Thursday, February 26, 2009

Understanding God: His all knowing-ness

I just thought of a quick analogy. I've blogged on this subject before, explaining God's all knowing-ness in rather scientific and using imagery from physics terminology. I thought of another analogy that is less "clinical" and probably more comfortable for day to day contemplation.

This modern generation, full of guilty consciences and much to hide, ha, is not comfortable with the thought of an all knowing God. Ancient humans found that reassuring and so Biblical souls had comfort in knowing that God knew all that they did moment by moment, largely because they were more natural and less self conscious than people today. People today ask astronauts (cosmonauts) and God similar things, worrying about going to the bathroom, sex and so forth. In other words, privacy in modern times has been polarized into exhibitionism and its opposite, unfounded shame in natural functions.
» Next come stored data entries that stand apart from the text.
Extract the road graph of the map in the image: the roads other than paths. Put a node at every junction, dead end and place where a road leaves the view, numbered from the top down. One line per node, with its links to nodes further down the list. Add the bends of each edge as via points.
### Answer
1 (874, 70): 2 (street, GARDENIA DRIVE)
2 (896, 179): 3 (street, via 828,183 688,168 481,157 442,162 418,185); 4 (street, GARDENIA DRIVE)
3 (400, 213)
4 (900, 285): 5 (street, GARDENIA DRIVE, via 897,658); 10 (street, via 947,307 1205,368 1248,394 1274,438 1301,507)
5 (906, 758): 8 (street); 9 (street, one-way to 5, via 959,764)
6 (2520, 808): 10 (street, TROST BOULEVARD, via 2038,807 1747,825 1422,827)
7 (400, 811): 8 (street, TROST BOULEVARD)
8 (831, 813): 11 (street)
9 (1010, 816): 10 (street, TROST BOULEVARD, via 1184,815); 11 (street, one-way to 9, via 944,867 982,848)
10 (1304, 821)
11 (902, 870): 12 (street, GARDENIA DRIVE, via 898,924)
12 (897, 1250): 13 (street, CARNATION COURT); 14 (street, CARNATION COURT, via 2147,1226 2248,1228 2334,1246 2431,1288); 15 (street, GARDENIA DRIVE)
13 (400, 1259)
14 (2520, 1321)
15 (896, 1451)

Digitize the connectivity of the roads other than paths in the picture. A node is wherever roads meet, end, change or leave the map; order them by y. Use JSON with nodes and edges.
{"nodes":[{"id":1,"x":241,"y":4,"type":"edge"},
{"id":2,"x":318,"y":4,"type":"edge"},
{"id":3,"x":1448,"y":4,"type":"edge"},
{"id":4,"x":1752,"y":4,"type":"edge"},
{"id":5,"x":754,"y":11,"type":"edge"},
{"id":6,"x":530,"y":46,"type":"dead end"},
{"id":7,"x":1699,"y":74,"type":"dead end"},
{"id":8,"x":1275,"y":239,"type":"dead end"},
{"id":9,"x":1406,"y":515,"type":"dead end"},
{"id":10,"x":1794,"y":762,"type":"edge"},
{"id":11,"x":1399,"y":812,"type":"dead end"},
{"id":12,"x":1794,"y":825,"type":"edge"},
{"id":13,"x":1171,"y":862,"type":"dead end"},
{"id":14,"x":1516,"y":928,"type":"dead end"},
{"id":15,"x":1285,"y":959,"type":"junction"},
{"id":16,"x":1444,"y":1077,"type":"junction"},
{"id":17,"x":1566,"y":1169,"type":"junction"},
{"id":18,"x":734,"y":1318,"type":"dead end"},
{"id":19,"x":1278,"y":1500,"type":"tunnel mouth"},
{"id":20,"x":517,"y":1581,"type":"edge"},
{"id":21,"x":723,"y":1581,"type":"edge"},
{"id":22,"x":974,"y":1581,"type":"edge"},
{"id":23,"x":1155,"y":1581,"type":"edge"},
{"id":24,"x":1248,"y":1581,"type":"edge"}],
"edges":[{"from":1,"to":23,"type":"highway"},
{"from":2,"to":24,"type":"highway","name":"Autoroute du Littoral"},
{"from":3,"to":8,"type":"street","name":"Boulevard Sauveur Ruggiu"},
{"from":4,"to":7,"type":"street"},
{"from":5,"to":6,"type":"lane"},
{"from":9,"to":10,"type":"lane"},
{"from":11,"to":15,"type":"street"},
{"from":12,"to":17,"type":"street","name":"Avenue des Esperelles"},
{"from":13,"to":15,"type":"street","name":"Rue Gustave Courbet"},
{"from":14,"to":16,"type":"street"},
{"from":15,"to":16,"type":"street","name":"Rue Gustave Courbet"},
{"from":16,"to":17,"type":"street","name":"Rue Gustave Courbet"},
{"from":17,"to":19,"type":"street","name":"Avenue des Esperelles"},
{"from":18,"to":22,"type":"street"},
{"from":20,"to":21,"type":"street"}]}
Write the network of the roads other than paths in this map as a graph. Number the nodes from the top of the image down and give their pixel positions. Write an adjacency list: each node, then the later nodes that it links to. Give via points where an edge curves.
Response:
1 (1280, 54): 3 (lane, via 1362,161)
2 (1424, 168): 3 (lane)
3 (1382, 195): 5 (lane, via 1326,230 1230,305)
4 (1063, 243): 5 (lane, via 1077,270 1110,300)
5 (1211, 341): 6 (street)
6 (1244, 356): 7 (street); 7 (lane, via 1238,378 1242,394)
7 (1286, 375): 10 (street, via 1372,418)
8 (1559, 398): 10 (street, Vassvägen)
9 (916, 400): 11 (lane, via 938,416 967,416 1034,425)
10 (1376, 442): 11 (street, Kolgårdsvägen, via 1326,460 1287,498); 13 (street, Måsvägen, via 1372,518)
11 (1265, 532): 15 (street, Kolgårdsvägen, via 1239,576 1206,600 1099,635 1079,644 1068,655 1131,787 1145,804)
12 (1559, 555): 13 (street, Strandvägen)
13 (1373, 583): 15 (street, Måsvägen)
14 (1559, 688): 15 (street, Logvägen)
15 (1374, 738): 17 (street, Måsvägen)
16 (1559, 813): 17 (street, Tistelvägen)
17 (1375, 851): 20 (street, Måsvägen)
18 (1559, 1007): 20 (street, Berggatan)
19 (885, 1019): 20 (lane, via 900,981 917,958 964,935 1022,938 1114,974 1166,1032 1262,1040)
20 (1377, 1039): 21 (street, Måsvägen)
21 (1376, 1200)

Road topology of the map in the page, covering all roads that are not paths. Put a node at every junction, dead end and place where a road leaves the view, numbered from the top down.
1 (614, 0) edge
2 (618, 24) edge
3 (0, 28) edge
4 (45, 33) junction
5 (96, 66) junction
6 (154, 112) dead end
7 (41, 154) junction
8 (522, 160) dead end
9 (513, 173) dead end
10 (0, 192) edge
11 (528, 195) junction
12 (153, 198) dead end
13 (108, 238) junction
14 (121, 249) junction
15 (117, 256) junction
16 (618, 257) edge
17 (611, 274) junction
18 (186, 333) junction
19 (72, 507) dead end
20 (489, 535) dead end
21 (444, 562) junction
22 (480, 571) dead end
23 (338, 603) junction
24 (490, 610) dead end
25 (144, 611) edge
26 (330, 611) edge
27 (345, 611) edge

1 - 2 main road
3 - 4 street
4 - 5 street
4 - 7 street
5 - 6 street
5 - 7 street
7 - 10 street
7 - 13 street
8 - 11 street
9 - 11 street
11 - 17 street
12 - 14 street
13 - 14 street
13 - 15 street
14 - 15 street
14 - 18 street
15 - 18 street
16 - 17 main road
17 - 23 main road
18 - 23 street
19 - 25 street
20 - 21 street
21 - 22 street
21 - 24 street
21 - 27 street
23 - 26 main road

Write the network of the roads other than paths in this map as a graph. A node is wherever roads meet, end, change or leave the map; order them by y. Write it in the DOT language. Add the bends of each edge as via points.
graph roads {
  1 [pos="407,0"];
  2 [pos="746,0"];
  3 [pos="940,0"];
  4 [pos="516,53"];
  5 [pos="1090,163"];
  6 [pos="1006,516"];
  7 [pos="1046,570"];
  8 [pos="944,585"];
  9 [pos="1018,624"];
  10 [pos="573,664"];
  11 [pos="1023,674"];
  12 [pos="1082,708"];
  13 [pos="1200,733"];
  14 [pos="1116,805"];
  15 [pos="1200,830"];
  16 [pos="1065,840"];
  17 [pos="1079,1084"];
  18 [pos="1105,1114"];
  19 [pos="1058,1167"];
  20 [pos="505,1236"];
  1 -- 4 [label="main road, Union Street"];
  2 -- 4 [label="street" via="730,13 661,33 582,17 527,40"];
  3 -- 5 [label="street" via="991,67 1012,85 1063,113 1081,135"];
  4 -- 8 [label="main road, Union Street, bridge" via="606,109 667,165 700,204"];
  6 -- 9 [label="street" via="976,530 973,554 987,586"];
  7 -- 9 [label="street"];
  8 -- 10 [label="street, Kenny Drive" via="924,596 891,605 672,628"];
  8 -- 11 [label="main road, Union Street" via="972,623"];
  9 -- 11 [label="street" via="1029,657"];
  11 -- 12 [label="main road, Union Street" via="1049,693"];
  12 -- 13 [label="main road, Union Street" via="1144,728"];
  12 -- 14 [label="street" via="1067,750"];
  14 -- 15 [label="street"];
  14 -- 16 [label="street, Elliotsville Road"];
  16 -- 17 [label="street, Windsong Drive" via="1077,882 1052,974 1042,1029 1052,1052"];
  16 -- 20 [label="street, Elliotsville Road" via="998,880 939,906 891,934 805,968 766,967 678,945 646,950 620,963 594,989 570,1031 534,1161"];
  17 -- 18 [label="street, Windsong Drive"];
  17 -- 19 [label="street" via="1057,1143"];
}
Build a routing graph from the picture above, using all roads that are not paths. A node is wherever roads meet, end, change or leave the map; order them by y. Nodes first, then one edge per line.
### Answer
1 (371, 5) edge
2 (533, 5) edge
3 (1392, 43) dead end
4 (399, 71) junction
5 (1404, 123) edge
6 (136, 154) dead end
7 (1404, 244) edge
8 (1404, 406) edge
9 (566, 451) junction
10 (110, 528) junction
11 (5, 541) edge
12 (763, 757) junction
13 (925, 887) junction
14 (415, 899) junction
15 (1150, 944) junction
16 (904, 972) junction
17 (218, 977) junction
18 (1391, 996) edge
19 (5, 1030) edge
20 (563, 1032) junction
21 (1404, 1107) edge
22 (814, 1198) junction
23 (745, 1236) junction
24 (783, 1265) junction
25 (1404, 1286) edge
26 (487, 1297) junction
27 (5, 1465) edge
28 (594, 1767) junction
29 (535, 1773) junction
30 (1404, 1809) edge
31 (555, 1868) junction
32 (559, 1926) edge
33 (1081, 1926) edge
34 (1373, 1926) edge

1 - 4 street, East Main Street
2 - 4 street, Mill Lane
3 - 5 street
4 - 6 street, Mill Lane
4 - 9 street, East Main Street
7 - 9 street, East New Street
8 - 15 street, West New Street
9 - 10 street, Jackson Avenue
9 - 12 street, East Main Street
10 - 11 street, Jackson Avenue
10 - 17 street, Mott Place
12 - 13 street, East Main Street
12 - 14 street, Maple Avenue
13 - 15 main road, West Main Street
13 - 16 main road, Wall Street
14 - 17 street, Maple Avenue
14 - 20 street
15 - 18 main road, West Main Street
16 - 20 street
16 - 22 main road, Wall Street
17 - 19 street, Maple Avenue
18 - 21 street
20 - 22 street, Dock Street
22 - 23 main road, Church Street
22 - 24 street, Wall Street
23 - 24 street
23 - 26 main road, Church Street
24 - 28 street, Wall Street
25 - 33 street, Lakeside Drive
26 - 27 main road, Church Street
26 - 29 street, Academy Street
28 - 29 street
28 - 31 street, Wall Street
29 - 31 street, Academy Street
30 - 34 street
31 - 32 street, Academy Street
Thus modern people are uncomfortable at thinking about an all knowing God, differing from previous generations by far.

So here is an analogy that will help with this discomfort. Do not think of God as the "eye in the sky" or using a visionary means, since it's not even theologically or physically accurate anyway. Remember that God created humans, the universe, and is present among people as the Holy Spirit, who moves among all people like the wind, or the water. So it would be accurate and perhaps more comforting to think of God's all knowness as being like the air that is breathed, oxygenates the body, and is expelled, moving in constant cycle through the bodies of the living and also among the landscape's features. It is not so much that the air is "watching" anyone, but the air obviously knows how it is being used. So it's not like God is looking with eyes when someone tells a lie, for example, but God knows about the lie because the lie is spoken with air, and air is present throughout all everywhere.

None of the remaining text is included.